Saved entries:
★ ★ ★ ★

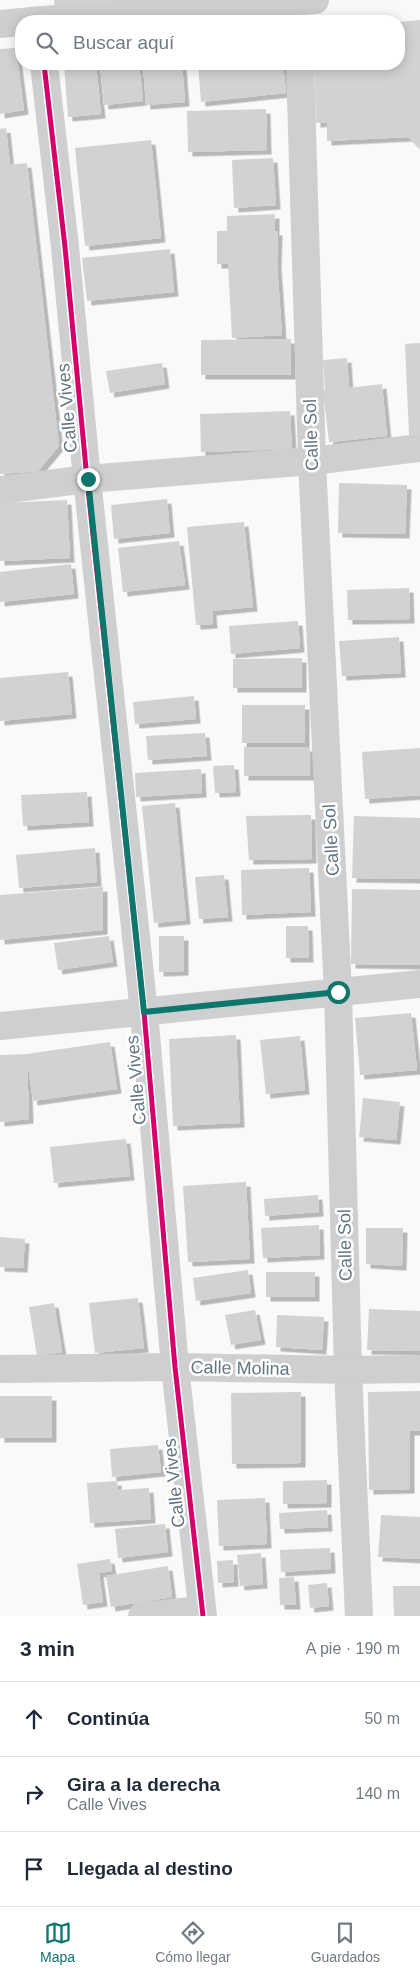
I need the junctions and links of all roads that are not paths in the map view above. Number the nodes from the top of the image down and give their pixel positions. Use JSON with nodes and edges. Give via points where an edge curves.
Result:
{"nodes":[{"id":1,"x":302,"y":6,"type":"edge"},
{"id":2,"x":82,"y":15,"type":"edge"},
{"id":3,"x":15,"y":21,"type":"edge"},
{"id":4,"x":0,"y":24,"type":"edge"},
{"id":5,"x":45,"y":70,"type":"edge"},
{"id":6,"x":300,"y":70,"type":"edge"},
{"id":7,"x":420,"y":448,"type":"edge"},
{"id":8,"x":312,"y":461,"type":"junction"},
{"id":9,"x":88,"y":479,"type":"junction"},
{"id":10,"x":0,"y":490,"type":"edge"},
{"id":11,"x":420,"y":984,"type":"edge"},
{"id":12,"x":338,"y":992,"type":"junction"},
{"id":13,"x":144,"y":1012,"type":"junction"},
{"id":14,"x":0,"y":1026,"type":"edge"},
{"id":15,"x":175,"y":1367,"type":"junction"},
{"id":16,"x":0,"y":1368,"type":"edge"},
{"id":17,"x":420,"y":1369,"type":"edge"},
{"id":18,"x":348,"y":1370,"type":"junction"},
{"id":19,"x":203,"y":1613,"type":"edge"},
{"id":20,"x":142,"y":1616,"type":"edge"},
{"id":21,"x":359,"y":1616,"type":"edge"}],
"edges":[{"from":1,"to":2,"type":"street"},
{"from":3,"to":4,"type":"street"},
{"from":5,"to":9,"type":"street","name":"Calle Vives"},
{"from":6,"to":8,"type":"street","name":"Calle Sol"},
{"from":7,"to":8,"type":"street"},
{"from":8,"to":9,"type":"street"},
{"from":8,"to":12,"type":"street","name":"Calle Sol"},
{"from":9,"to":10,"type":"street"},
{"from":9,"to":13,"type":"street","name":"Calle Vives"},
{"from":11,"to":12,"type":"street"},
{"from":12,"to":13,"type":"street"},
{"from":12,"to":18,"type":"street","name":"Calle Sol"},
{"from":13,"to":14,"type":"street"},
{"from":13,"to":15,"type":"street","name":"Calle Vives"},
{"from":15,"to":16,"type":"street","name":"Calle Molina"},
{"from":15,"to":18,"type":"street","name":"Calle Molina"},
{"from":15,"to":19,"type":"street","name":"Calle Vives"},
{"from":17,"to":18,"type":"street","name":"Calle Molina"},
{"from":18,"to":21,"type":"street","name":"Calle Sol"},
{"from":19,"to":20,"type":"street"}]}
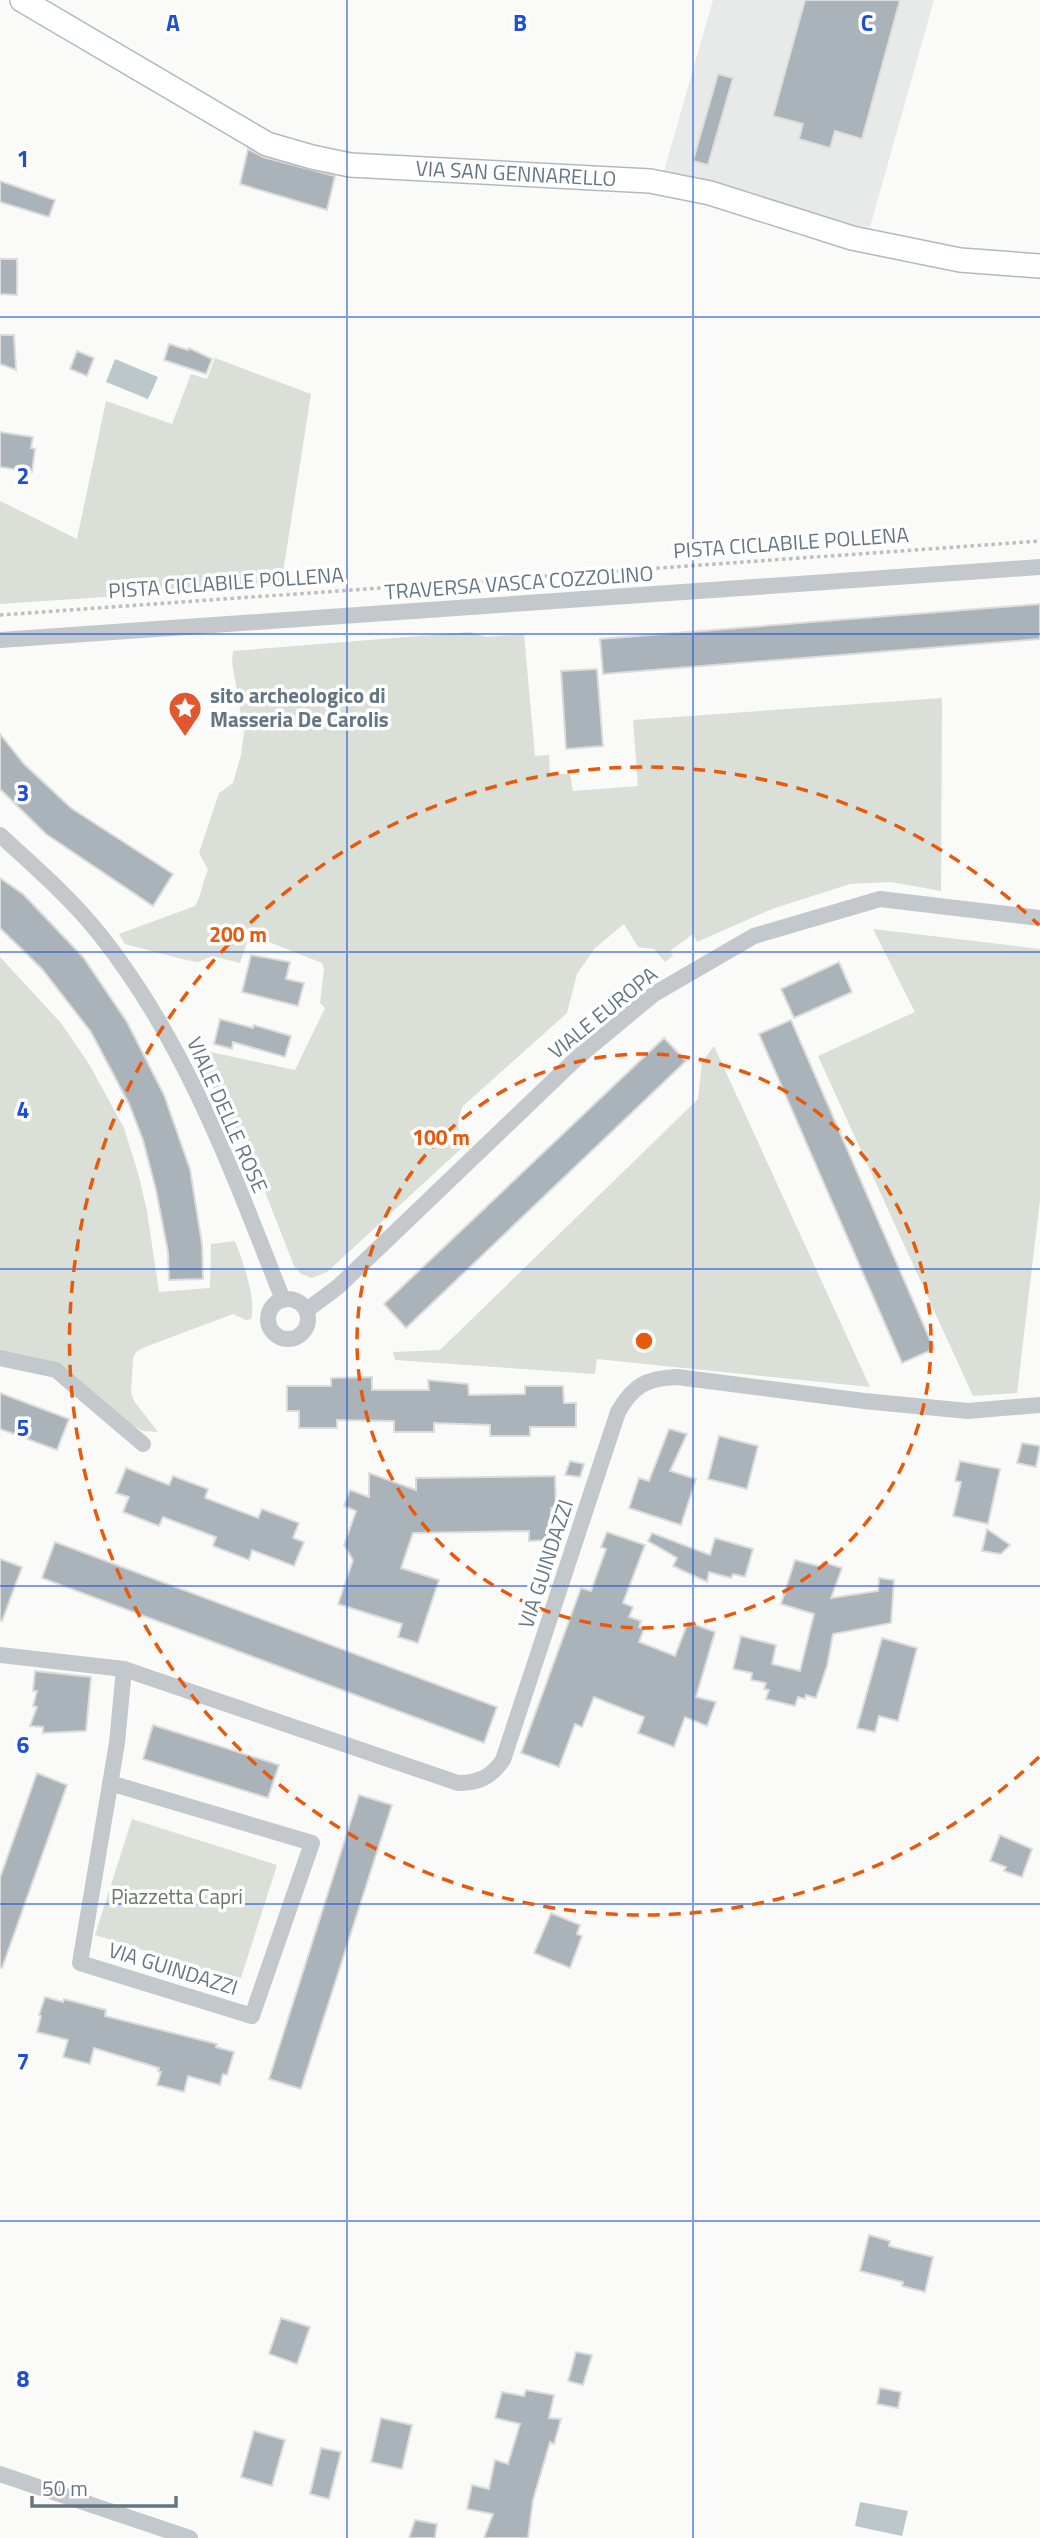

★ ★ ★ ★

* Problem details *
Reproduce the entries above without change, omitting all pictures.

* The completed task *
I need the junctions and links of all roads that are not paths in the map view above. Number the nodes from the top of the image down and give their pixel positions. Use JSON with nodes and edges. Give via points where an edge curves.
Result:
{"nodes":[{"id":1,"x":302,"y":6,"type":"edge"},
{"id":2,"x":82,"y":15,"type":"edge"},
{"id":3,"x":15,"y":21,"type":"edge"},
{"id":4,"x":0,"y":24,"type":"edge"},
{"id":5,"x":45,"y":70,"type":"edge"},
{"id":6,"x":300,"y":70,"type":"edge"},
{"id":7,"x":420,"y":448,"type":"edge"},
{"id":8,"x":312,"y":461,"type":"junction"},
{"id":9,"x":88,"y":479,"type":"junction"},
{"id":10,"x":0,"y":490,"type":"edge"},
{"id":11,"x":420,"y":984,"type":"edge"},
{"id":12,"x":338,"y":992,"type":"junction"},
{"id":13,"x":144,"y":1012,"type":"junction"},
{"id":14,"x":0,"y":1026,"type":"edge"},
{"id":15,"x":175,"y":1367,"type":"junction"},
{"id":16,"x":0,"y":1368,"type":"edge"},
{"id":17,"x":420,"y":1369,"type":"edge"},
{"id":18,"x":348,"y":1370,"type":"junction"},
{"id":19,"x":203,"y":1613,"type":"edge"},
{"id":20,"x":142,"y":1616,"type":"edge"},
{"id":21,"x":359,"y":1616,"type":"edge"}],
"edges":[{"from":1,"to":2,"type":"street"},
{"from":3,"to":4,"type":"street"},
{"from":5,"to":9,"type":"street","name":"Calle Vives"},
{"from":6,"to":8,"type":"street","name":"Calle Sol"},
{"from":7,"to":8,"type":"street"},
{"from":8,"to":9,"type":"street"},
{"from":8,"to":12,"type":"street","name":"Calle Sol"},
{"from":9,"to":10,"type":"street"},
{"from":9,"to":13,"type":"street","name":"Calle Vives"},
{"from":11,"to":12,"type":"street"},
{"from":12,"to":13,"type":"street"},
{"from":12,"to":18,"type":"street","name":"Calle Sol"},
{"from":13,"to":14,"type":"street"},
{"from":13,"to":15,"type":"street","name":"Calle Vives"},
{"from":15,"to":16,"type":"street","name":"Calle Molina"},
{"from":15,"to":18,"type":"street","name":"Calle Molina"},
{"from":15,"to":19,"type":"street","name":"Calle Vives"},
{"from":17,"to":18,"type":"street","name":"Calle Molina"},
{"from":18,"to":21,"type":"street","name":"Calle Sol"},
{"from":19,"to":20,"type":"street"}]}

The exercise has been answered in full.